Though her protagonist is male, she does not scant her female characters. Carmen, daughter of a barrio patriarch, a woman wild-spirited and inventive, lives through catastrophes to become Tamar, the wealthy promoter of her own line of handmade jewelry; Olga, the fortuneteller who travels on the wagon, is a cornucopia of psychic advice, astrological knowledge, sexual generosity and abortion services. Ms. Allende is particularly fine in catching the mood of the Berkeley Gregory studies and their lives in the 60's: "The People's Republic of Berkeley was by now under his skin; he liked losing himself in streets swarming with swamis in cotton tunics, women with the air of Renaissance ghosts, sages with no ties to this earth, revolutionaries without a revolution, street musicians, preachers, lunatics, peddlers, craftsmen, police and criminals."

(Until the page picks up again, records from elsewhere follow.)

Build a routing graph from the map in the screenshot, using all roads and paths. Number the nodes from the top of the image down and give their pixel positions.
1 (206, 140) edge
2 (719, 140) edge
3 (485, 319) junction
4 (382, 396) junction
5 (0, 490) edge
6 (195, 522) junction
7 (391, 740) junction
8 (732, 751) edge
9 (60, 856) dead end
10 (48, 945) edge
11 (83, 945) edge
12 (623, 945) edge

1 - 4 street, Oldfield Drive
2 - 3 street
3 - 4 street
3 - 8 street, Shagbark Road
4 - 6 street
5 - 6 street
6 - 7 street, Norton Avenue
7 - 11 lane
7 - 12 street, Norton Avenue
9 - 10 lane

Ms. Allende sums up Gregory Reeves this way: "Like the weeds in the front yard of his house, he had grown without water or care, surrounded by the metaphysical madness of his father, the stony silences of his mother, the tenacious animosity of his sister and the violence of the barrio, suffering because of the color of his skin and his bizarre family, divided always between the call of a sentimental heart and that combative fever, that savage energy, that made his blood boil and his judgment evaporate."

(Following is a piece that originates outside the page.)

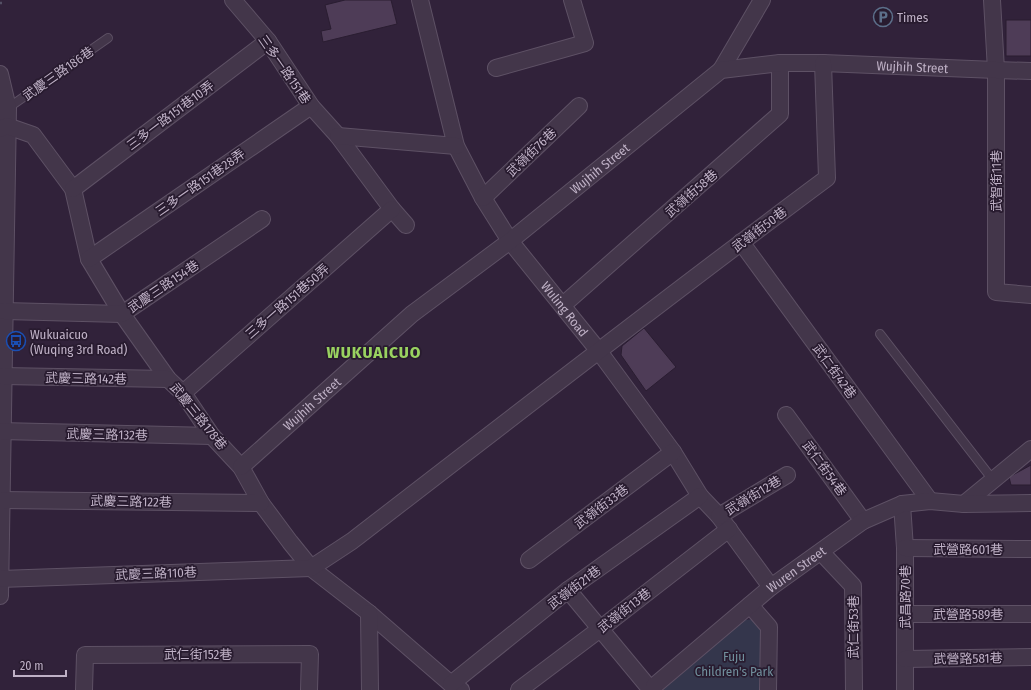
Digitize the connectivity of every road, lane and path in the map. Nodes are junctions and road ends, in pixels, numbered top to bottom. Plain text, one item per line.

A member of the Clinton generation, he does serve as a soldier in the war in Vietnam, and we hear much of those years. Ms. Allende's writing is not as convincing in the Vietnam section as it is elsewhere, but the novel does not turn away from the frightfulness of the war or the long shadow it continues to throw. Gregory becomes a high-priced lawyer and brings disaster on his wives and children. The greedy high living of the 80's got into gear, Ms. Allende suggests, as an attempt to cover up the country's shame over the Vietnam defeat. In her novel the lives of the men go into slowly expanding explosions during the 80's; in those explosions, their own children are thrown into the air. Concealing shame does not work, and Gregory's life contains more of it at the end of the decade than at the start.

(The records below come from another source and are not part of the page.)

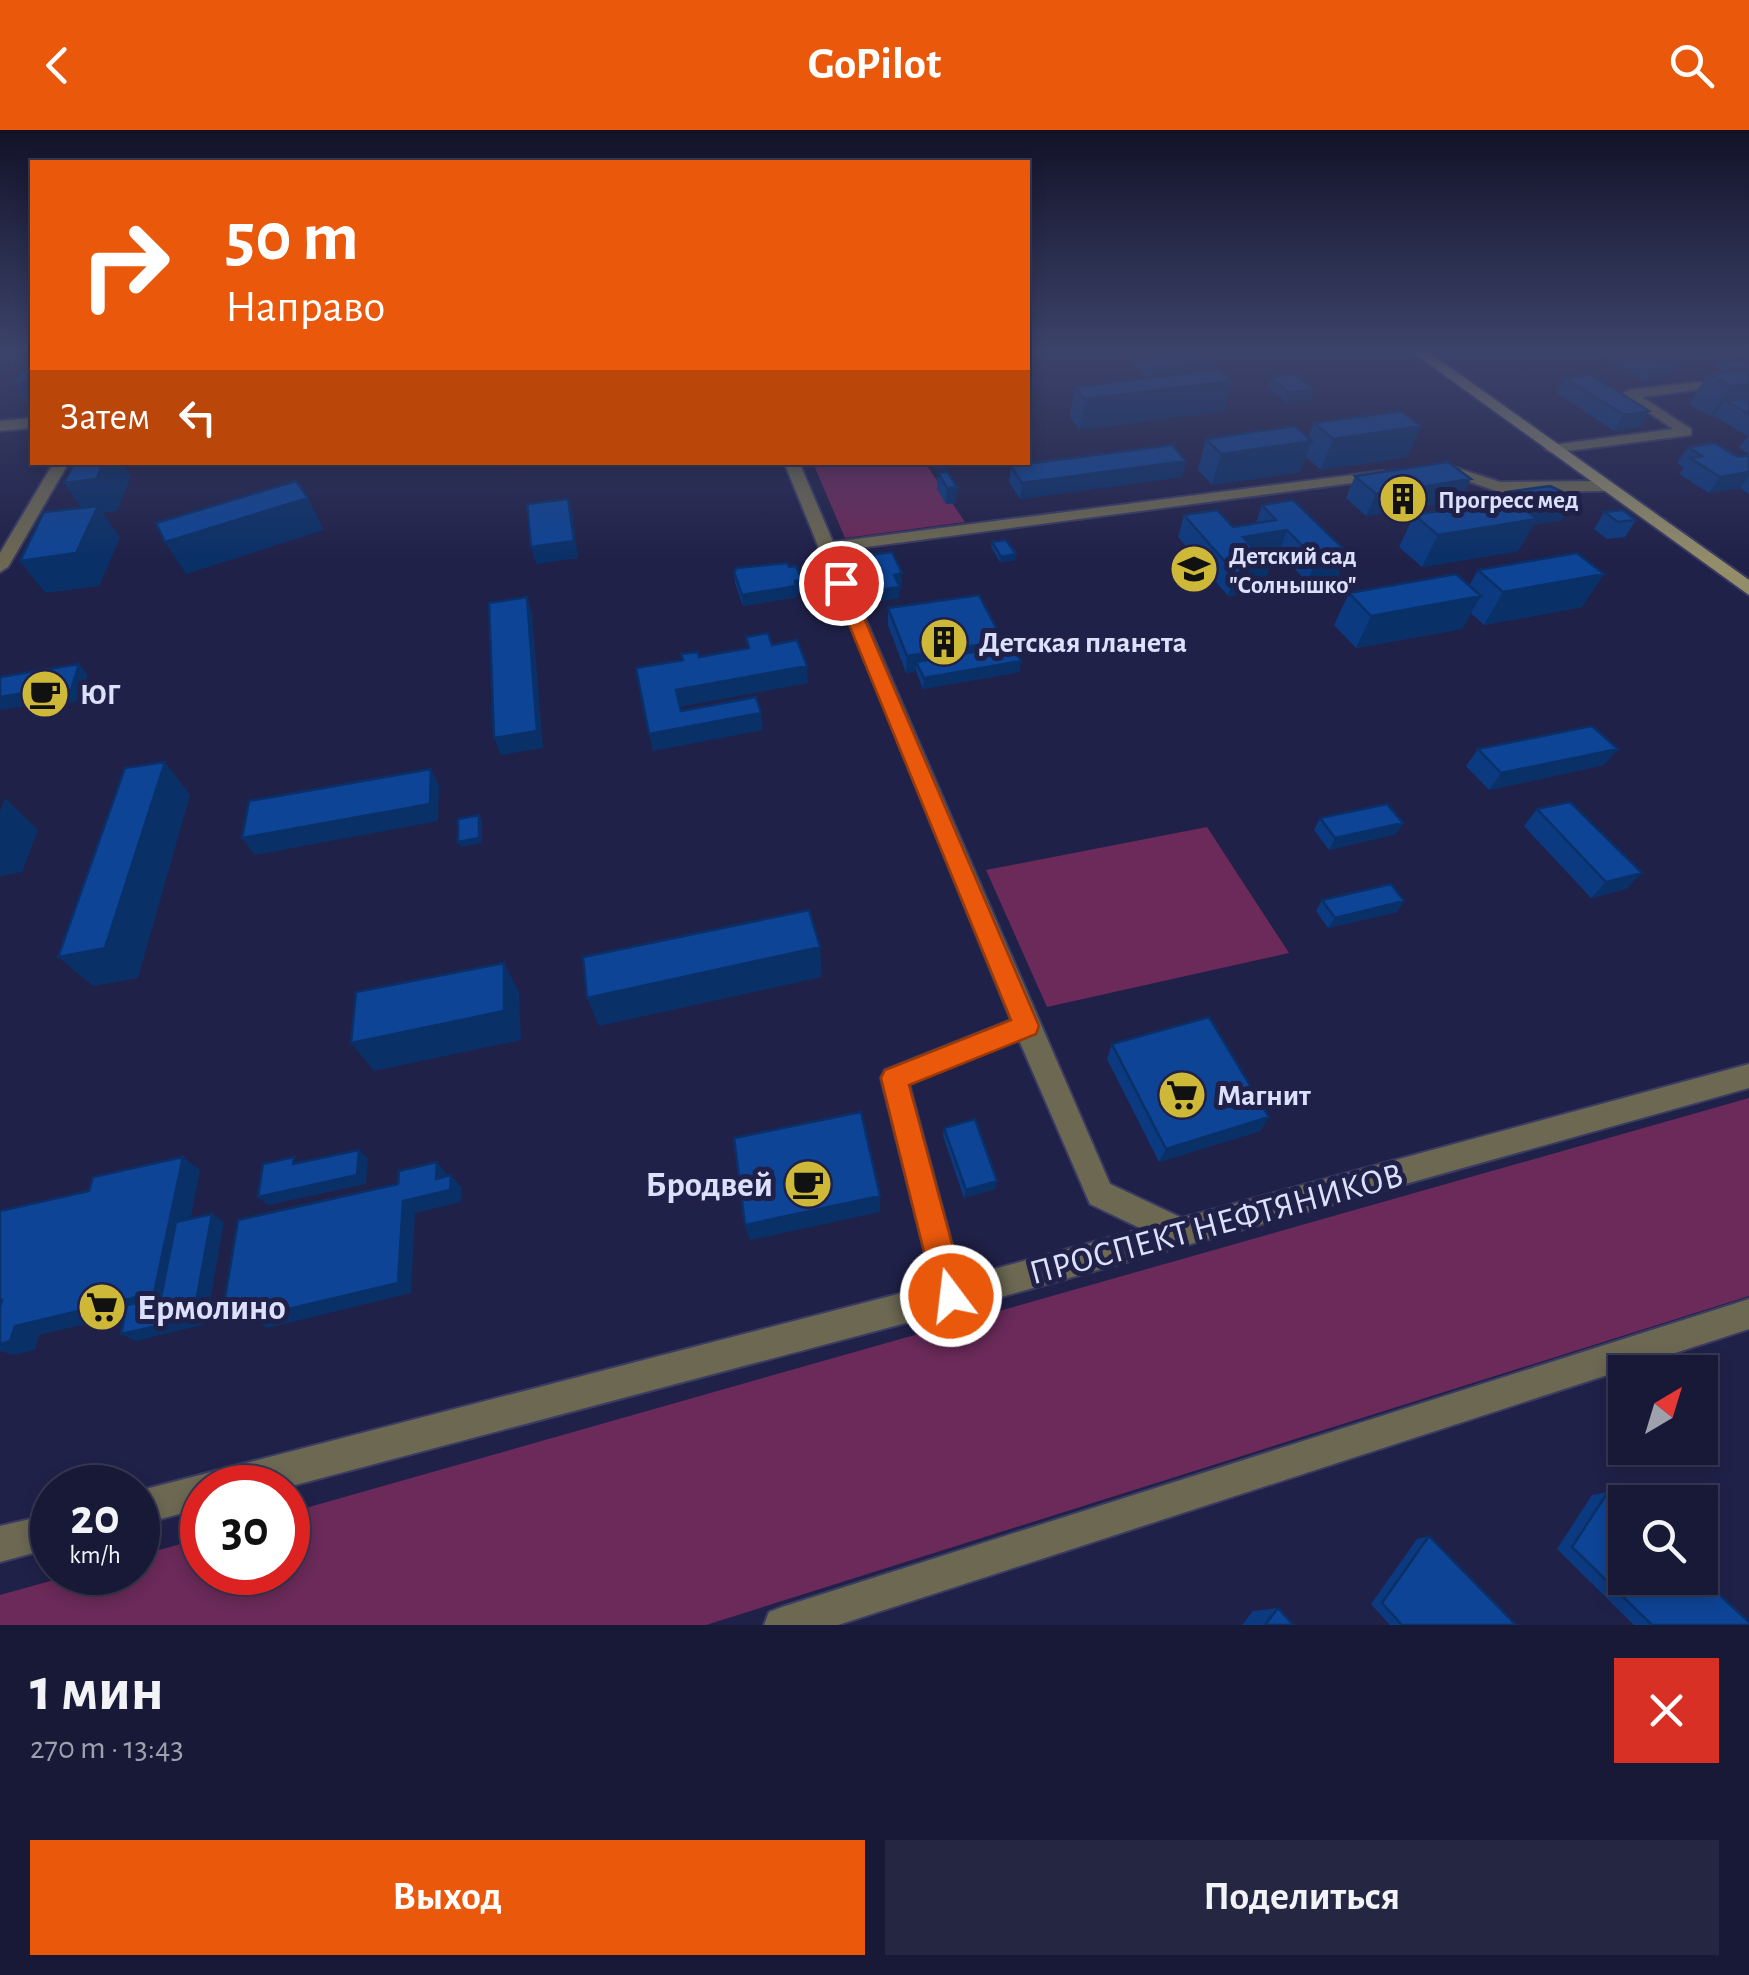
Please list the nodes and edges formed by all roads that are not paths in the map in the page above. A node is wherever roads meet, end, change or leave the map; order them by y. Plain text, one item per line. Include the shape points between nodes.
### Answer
1 (1513, 421) edge
2 (1669, 421) edge
3 (30, 423) edge
4 (0, 426) edge
5 (1552, 449) junction
6 (60, 465) edge
7 (792, 465) edge
8 (1425, 469) edge
9 (1408, 472) edge
10 (1604, 486) junction
11 (826, 548) junction
12 (0, 566) edge
13 (1746, 584) edge
14 (1026, 1026) junction
15 (1749, 1076) edge
16 (1180, 1232) junction
17 (951, 1296) junction
18 (1749, 1314) edge
19 (306, 1465) edge
20 (30, 1536) edge
21 (0, 1544) edge
22 (782, 1625) edge

1 - 5 main road
2 - 5 street via 1686,432
3 - 4 street
5 - 10 main road
6 - 12 street
7 - 11 street
8 - 10 street via 1443,467 1499,487
9 - 11 street
10 - 13 main road
11 - 14 street
14 - 16 street via 1100,1194
14 - 17 street via 894,1078
15 - 16 street, ПРОСПЕКТ НЕФТЯНИКОВ
16 - 17 street, ПРОСПЕКТ НЕФТЯНИКОВ
17 - 19 street, ПРОСПЕКТ НЕФТЯНИКОВ
18 - 22 street
20 - 21 street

And the 90's? What will happen to the hard-driven men of the 80's? One night, shortly after his mother dies, when the other dead in his life visit Gregory, "he lost any ability to hold himself together; he was not himself but that unbearable suffering, that tortured jellyfish spreading across the room, seeping into every corner, one single open wound." He breaks off from his workaholism and settles down to face the mess of his life and the mess he has brought to the lives of the people around him. His son is so hyperactive and unpleasant that no school will keep him. He takes him into his house, and works with him and as much as he can with his drug-addicted daughter.

We could say that The Infinite Plan is not as elegant as The House of the Spirits and less assured than the Eva Luna books, but it has more vision and ambition. Ms. Allende's ambit is large; she offers pity and terror. Her novel, more the house of bodies than of spirits but informed by spirits, calls for grief over the damage the United States has inflicted on itself during the last decades.